Since , $k\in \Ker(\phi)$ was arbitrarily chosen we get that $\Ker(\phi)$ is generated by$\{j(m_1),\dots,j(m_l),f_1,\dots,f_s\}$ and hence in particular finitely generated.

Please point out mistakes if there are any in my answer. Thanks in advance for help!

There might be answers else where, But I want to check whether my arguments are correct before looking into others' answers. So please do not tag this as duplicate.

Answer 1

$\DeclareMathOperator\Ker{Ker}$Since $F $ is a free, hence projective, module, the sequence $$\{0\}\to\Ker (\phi)\to M\to F\to\{0\} $$ splits.

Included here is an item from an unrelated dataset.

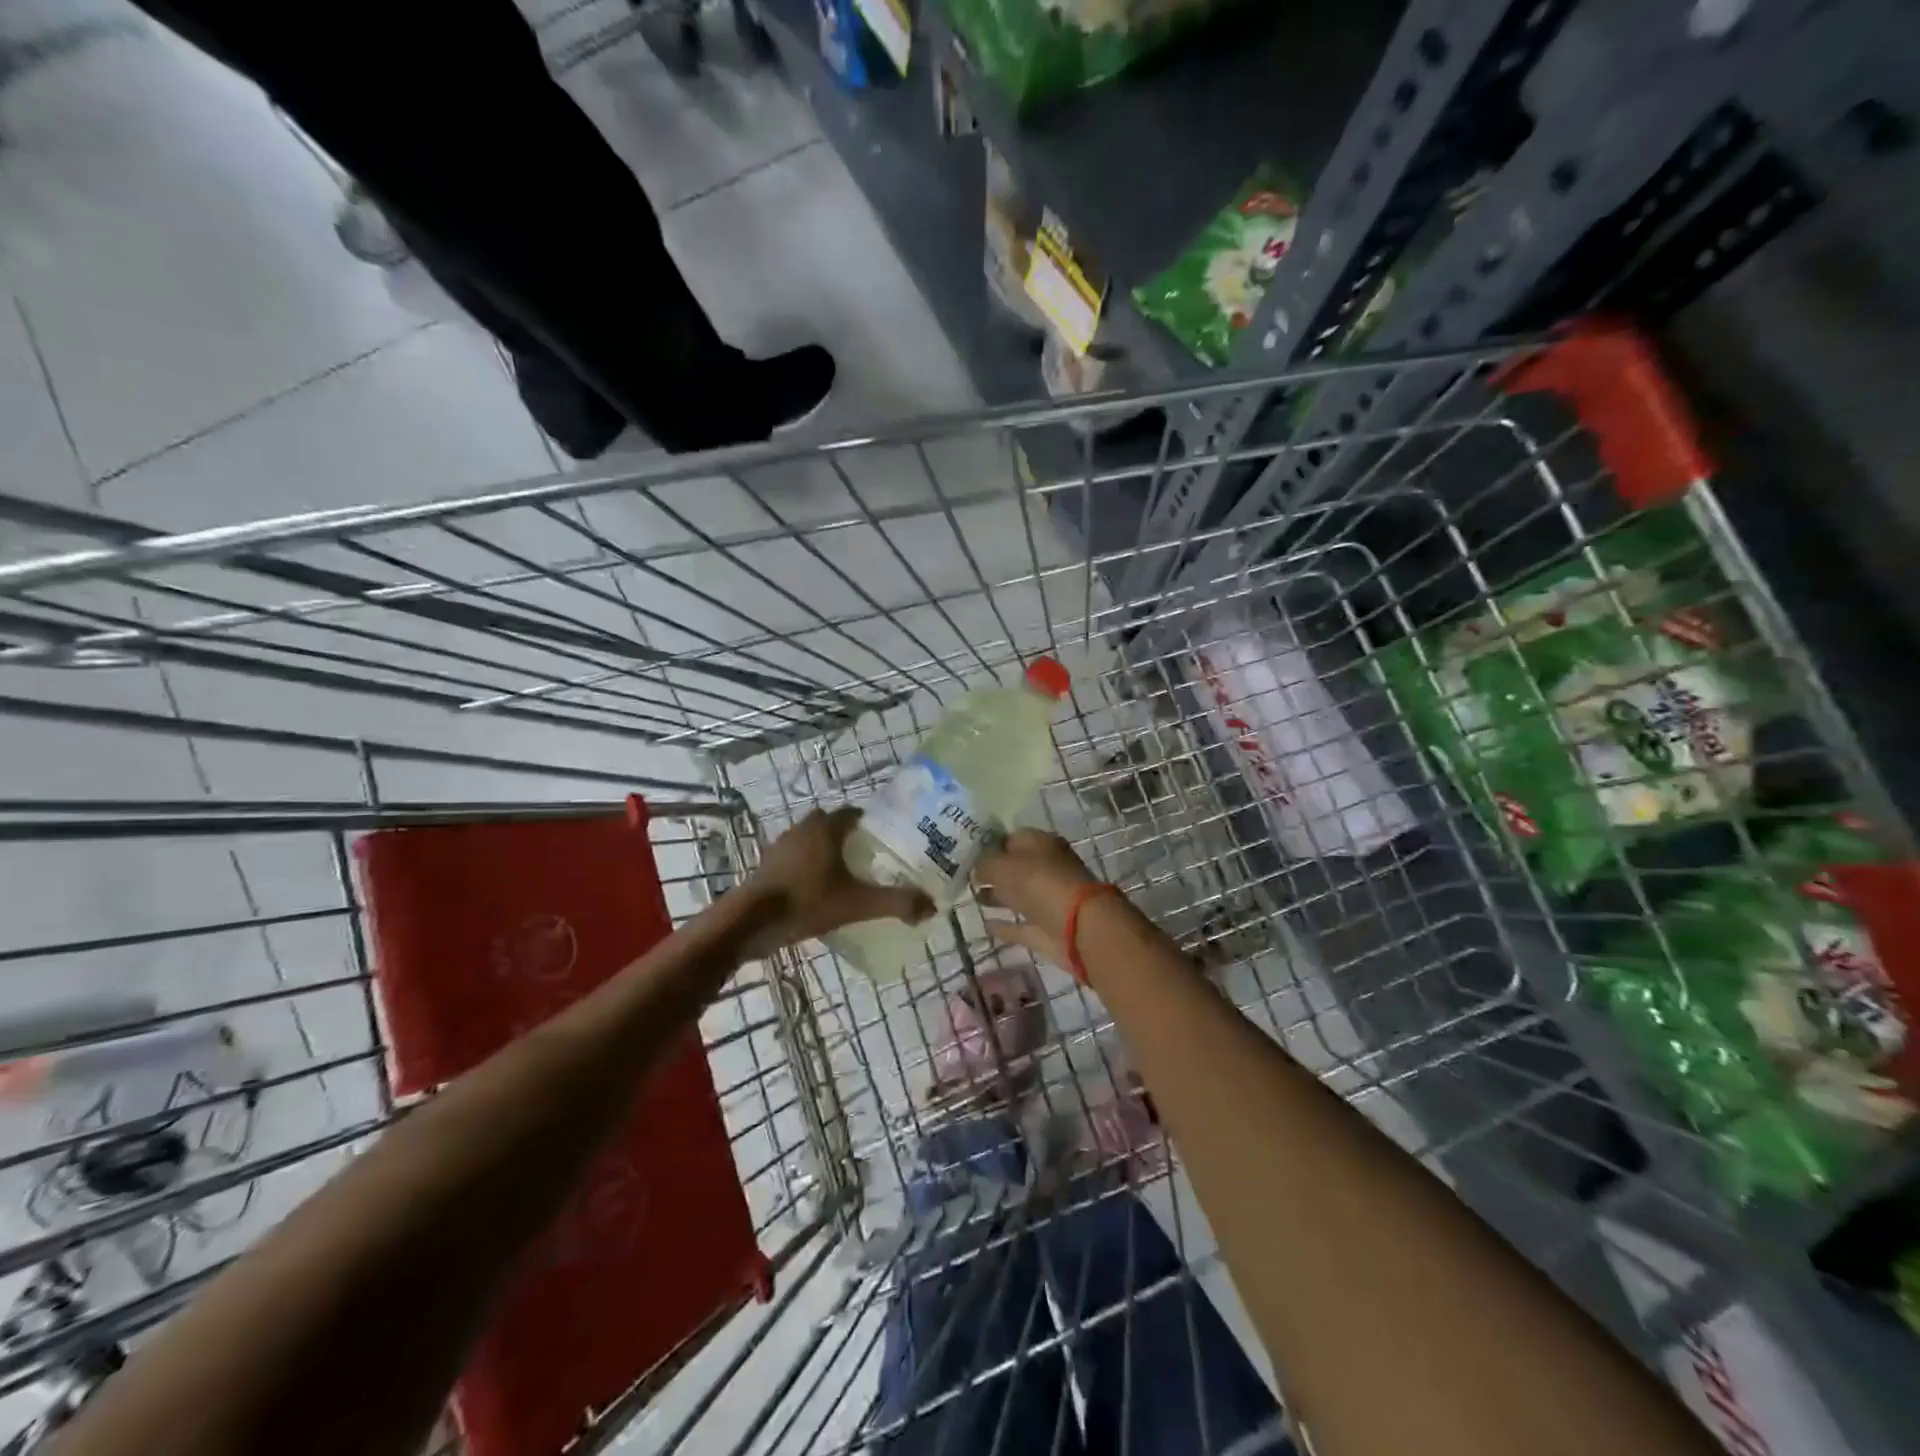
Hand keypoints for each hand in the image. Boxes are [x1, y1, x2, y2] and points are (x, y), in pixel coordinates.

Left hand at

Consequently, $\Ker (\phi) $ is a direct summand, hence an homomorphic image, of the finitely generated module $M $, thus it is finitely generated as well.

Answer 2

No, $\ker\phi$ is not generated by $\{j(m_1),\dots,j(m_l),f_1,\dots,f_s\}$, but just by $\{j(m_1),\dots,j(m_l)\}$. The former (bigger) set generates $\ker\phi\oplus F$.

You write:

Given any $k\in\ker\phi$ and given $m\in M$, we get a unique $f\in F$ such that $j(m)=k+f$.

You should write: given $k\in\ker\phi$, there exists a unique $m\in M$ such that $k=j(m)$.

Since $M$ is finitely generated, say by $\{m_1,\dots,m_l\}$, we can write $m=\lambda_1m_1+\dots+\lambda_lm_l$. This proves that $\ker\phi$ is generated by $\{j(m_1),\dots,j(m_l)\}$.